Scenario 2: A small retail business suffered a fire and submitted claims for building improvements, inventory, and lost income. The insurer noticed that the inventory totals in the proof of loss did not match supplier invoices and accounting summaries. An examination under oath was scheduled for the owner and bookkeeper. The questioning focused on purchase records, salvage, seasonal stock, and whether some goods had already been discounted before the loss. The insurer ultimately paid part of the property damage claim but adjusted the inventory amount after records were reconciled. The lesson was simple: pre-loss bookkeeping quality can materially affect claim speed and credibility. 

Scenario 3: After a water damage loss in a rental property, the landlord sought reimbursement for repairs, lost rents, and damaged appliances. The file became more complicated when the carrier learned that part of the dwelling may have been used differently than described at application. During the examination, questions covered occupancy, lease terms, renovation status, and who was living there at the time of loss. The insurer confirmed some covered damage but continued reviewing whether all reported exposures matched the policy’s underwriting assumptions. The outcome was mixed: some payments were issued, while other portions remained disputed. Agencies can learn from this by documenting occupancy discussions clearly at new business and renewal. 

Limitations and Common Mistakes

    An examination is not coverage, and it does not itself create or remove a covered cause of loss. 
    It does not replace careful policy review.

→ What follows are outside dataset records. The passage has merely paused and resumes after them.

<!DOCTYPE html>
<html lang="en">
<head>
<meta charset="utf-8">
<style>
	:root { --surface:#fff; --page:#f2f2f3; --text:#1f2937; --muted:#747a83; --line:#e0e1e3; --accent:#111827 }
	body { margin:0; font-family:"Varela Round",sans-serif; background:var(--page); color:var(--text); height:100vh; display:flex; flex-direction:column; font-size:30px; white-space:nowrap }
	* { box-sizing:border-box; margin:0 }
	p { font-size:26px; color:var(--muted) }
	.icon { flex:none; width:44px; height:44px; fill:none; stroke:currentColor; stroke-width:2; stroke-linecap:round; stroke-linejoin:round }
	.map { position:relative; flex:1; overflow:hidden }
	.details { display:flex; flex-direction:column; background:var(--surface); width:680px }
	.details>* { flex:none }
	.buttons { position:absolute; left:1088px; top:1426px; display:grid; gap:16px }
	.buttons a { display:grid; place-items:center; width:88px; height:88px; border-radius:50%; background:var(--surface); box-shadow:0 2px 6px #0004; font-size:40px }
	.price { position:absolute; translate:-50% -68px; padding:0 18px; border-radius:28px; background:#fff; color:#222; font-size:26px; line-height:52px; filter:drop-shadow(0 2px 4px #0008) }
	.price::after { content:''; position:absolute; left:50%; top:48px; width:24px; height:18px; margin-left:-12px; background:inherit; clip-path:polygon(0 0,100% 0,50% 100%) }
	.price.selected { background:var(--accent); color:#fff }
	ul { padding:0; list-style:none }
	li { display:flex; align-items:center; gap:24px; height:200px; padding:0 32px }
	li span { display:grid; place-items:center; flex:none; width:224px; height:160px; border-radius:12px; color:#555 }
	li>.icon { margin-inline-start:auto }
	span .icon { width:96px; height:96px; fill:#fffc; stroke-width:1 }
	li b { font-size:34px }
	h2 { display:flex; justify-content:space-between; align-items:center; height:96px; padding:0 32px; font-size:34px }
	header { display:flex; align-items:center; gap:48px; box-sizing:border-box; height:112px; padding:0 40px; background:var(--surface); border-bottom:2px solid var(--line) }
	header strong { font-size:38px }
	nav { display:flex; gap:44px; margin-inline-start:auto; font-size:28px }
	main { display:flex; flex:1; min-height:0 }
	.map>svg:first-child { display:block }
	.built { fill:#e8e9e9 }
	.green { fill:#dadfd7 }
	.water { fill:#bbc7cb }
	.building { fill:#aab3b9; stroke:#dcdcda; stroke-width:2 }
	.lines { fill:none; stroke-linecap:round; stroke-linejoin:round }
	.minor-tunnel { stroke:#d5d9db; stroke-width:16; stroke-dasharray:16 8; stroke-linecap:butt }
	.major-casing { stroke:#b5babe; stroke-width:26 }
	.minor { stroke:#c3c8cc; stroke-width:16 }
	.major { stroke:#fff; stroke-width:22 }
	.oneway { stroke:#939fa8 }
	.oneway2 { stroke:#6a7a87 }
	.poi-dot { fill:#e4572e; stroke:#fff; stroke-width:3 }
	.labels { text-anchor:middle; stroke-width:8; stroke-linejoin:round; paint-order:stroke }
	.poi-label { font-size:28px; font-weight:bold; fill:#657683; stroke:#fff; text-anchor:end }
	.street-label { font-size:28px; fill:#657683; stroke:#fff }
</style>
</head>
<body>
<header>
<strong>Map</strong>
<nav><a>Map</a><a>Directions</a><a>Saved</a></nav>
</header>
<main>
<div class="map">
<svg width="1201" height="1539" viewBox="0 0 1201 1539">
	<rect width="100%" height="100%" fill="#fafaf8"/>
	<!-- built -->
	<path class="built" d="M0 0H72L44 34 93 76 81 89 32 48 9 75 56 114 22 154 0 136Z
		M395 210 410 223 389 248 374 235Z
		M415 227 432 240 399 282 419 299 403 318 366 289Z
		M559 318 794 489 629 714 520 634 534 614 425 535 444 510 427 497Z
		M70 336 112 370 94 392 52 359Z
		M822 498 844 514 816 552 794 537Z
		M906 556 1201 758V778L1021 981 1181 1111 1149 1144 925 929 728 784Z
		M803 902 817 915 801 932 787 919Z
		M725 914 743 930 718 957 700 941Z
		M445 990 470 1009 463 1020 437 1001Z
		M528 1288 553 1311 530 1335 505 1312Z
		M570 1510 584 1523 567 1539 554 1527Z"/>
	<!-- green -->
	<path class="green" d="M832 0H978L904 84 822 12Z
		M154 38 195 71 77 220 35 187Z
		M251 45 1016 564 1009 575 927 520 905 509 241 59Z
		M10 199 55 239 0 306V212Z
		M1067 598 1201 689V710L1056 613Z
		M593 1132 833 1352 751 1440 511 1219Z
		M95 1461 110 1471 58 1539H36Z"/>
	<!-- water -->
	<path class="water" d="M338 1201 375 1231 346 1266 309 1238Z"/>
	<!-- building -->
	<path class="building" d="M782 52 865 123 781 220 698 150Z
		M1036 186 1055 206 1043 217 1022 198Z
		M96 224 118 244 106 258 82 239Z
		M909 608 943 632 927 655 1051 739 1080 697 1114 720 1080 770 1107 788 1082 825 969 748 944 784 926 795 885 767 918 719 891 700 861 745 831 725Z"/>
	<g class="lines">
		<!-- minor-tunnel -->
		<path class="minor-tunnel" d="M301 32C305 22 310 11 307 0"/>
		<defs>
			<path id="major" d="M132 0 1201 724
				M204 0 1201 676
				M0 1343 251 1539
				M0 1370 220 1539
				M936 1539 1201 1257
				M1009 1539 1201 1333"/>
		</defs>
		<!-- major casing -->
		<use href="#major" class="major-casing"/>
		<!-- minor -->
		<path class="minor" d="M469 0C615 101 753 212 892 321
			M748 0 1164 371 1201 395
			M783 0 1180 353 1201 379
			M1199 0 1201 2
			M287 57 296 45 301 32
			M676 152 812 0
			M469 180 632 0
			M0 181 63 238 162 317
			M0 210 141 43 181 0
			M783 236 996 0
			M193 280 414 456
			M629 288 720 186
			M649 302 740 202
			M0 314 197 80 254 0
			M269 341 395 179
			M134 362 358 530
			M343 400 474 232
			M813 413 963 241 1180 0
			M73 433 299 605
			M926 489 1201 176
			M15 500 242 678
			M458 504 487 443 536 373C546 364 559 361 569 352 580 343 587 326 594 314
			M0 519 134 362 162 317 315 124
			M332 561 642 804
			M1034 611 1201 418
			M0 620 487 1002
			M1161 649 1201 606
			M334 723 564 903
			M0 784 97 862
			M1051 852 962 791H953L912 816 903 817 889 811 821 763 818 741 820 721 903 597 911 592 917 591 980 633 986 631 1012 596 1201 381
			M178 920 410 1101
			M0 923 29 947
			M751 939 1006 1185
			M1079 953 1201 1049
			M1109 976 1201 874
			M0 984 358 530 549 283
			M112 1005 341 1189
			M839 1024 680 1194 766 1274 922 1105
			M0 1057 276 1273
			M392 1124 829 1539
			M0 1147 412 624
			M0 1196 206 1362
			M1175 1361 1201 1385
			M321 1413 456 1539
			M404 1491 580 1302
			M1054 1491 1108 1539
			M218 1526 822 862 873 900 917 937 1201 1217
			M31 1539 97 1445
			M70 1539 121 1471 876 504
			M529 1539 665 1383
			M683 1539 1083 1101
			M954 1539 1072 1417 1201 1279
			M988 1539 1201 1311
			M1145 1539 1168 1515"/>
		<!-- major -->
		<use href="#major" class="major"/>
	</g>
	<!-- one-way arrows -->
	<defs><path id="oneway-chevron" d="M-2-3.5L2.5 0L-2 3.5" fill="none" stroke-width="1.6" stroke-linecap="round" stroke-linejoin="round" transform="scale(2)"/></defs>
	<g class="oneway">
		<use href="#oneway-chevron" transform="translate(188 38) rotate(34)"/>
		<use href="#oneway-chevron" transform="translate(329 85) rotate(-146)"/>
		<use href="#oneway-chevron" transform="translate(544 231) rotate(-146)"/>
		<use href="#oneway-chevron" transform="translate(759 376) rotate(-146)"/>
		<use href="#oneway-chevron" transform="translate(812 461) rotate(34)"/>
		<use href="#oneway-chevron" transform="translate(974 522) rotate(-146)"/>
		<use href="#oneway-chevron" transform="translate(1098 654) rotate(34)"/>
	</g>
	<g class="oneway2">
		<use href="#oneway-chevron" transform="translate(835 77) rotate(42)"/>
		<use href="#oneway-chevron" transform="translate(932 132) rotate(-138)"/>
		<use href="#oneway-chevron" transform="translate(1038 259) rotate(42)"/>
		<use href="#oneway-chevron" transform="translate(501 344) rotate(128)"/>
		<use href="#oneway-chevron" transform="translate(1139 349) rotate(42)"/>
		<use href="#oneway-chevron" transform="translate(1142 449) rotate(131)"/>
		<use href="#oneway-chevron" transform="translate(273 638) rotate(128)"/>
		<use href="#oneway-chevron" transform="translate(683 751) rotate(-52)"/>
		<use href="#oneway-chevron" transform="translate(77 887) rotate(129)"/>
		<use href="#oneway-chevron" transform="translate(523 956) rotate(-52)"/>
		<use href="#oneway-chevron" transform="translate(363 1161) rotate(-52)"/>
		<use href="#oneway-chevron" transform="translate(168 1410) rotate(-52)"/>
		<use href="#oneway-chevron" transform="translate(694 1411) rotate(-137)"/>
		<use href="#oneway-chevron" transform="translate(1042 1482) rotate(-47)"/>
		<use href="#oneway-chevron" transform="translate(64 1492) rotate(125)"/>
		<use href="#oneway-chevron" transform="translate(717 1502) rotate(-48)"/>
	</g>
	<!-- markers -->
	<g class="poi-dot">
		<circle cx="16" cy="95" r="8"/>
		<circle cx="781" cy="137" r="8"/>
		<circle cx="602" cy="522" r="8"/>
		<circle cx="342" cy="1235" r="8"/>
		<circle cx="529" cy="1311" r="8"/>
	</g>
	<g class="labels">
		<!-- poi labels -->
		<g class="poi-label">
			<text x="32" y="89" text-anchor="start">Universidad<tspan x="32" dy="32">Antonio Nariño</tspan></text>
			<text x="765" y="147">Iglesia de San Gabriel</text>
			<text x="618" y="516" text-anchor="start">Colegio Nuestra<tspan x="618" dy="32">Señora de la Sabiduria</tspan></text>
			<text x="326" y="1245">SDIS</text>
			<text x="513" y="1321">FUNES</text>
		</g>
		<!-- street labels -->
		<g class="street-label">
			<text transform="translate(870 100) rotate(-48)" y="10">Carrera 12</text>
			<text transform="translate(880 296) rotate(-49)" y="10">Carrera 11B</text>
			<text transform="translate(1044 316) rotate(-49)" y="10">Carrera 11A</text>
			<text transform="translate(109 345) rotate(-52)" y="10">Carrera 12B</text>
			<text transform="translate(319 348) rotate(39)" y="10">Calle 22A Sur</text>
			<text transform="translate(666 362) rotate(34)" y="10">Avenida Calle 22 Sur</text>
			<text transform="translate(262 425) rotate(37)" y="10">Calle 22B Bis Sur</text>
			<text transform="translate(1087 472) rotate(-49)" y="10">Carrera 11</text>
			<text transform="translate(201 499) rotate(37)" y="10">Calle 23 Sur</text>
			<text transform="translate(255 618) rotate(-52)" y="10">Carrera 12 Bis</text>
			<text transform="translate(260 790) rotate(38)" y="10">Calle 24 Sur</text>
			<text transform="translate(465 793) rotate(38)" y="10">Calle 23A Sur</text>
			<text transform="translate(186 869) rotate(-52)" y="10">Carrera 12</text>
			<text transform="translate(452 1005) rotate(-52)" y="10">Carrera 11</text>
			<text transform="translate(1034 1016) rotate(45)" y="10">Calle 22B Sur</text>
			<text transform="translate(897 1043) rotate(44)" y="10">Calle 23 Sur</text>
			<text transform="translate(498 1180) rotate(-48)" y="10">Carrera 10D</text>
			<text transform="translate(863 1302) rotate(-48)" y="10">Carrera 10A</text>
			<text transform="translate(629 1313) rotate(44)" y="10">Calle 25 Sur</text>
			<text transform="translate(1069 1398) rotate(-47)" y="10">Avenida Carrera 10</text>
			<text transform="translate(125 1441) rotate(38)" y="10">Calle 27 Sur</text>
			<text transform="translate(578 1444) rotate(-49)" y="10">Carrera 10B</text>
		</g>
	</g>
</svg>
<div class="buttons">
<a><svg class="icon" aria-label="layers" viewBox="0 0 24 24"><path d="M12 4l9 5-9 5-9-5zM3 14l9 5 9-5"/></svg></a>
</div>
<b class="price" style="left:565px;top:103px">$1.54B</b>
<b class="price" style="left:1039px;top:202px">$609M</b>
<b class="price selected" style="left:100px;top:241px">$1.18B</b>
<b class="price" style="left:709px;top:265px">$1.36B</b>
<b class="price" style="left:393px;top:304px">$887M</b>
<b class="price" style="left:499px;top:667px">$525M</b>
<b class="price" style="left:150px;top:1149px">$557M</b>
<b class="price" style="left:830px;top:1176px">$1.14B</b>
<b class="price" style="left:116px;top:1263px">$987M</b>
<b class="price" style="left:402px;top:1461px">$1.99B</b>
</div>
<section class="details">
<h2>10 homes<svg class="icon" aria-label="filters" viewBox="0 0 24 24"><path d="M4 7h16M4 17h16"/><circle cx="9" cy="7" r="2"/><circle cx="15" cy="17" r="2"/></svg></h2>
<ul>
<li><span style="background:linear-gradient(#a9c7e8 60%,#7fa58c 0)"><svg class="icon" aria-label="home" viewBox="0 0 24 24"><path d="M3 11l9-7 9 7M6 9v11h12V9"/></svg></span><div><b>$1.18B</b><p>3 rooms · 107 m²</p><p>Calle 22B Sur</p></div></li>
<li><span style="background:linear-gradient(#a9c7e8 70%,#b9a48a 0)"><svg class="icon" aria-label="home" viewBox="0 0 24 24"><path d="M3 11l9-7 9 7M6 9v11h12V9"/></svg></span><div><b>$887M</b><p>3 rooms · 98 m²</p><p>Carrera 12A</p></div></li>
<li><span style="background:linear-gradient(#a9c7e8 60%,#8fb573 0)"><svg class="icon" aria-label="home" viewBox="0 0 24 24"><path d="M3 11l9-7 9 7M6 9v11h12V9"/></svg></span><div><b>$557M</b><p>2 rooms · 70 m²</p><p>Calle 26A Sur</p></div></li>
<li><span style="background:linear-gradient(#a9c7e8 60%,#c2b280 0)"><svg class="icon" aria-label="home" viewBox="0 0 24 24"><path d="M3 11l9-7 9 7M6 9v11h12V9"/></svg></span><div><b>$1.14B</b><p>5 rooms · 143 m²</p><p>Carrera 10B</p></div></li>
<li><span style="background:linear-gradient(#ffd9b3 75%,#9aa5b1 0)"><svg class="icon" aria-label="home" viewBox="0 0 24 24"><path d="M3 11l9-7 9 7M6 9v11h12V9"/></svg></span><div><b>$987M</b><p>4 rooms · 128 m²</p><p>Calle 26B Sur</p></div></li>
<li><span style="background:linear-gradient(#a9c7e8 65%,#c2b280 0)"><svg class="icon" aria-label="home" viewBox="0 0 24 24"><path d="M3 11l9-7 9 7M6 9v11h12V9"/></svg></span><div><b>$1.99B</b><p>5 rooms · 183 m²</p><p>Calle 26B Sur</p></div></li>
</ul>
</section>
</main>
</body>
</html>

Coverage still depends on the insuring agreement, exclusions, conditions, endorsements, and the actual facts of the loss. 
    Clients often confuse it with a preliminary examination, examination paper, or other school-style process, which can make them underestimate the importance of sworn testimony. 
    Agency staff create E&O exposure when they tell insureds the request is routine without reviewing the claim context or when they speculate about what answers the carrier wants. 
    Failing to document when the client was notified, what was explained, and whether legal counsel was recommended can become a serious file problem later. 
    Avoid saying the insured will “pass” if honest; that language sounds like a formal test and may create the wrong expectation about outcomes. 

How to Explain Examination to Clients

Personal Lines client: “An examination under oath is a formal part of the claim investigation. The insurance company is asking detailed questions and may want records so it can verify the facts of the loss. It does not automatically mean your claim is denied, but it is important to take it seriously and respond promptly.” 

Small Business owner: “This is more formal than a normal adjuster interview. Expect questions about the loss, your records, and how you calculated what you are claiming, especially for inventory or income loss. Because your answers are under oath, many business owners choose to have their attorney involved.” 

CFO or Risk Manager: “The carrier is using a contractual investigation tool under the policy conditions. We can help you understand the request at a high level and coordinate communications, but we cannot give legal advice on testimony strategy or compliance issues. Please review the request carefully with counsel so your document production and responses are organized and consistent.” 

If you need a simple client-friendly explanation, one safe approach is this: “This is a formal meeting where the insurer verifies claim facts under oath.” That is usually clearer than unrelated comparisons such as an examination table, a medical procedure, or an exam, all of which point people toward the wrong setting.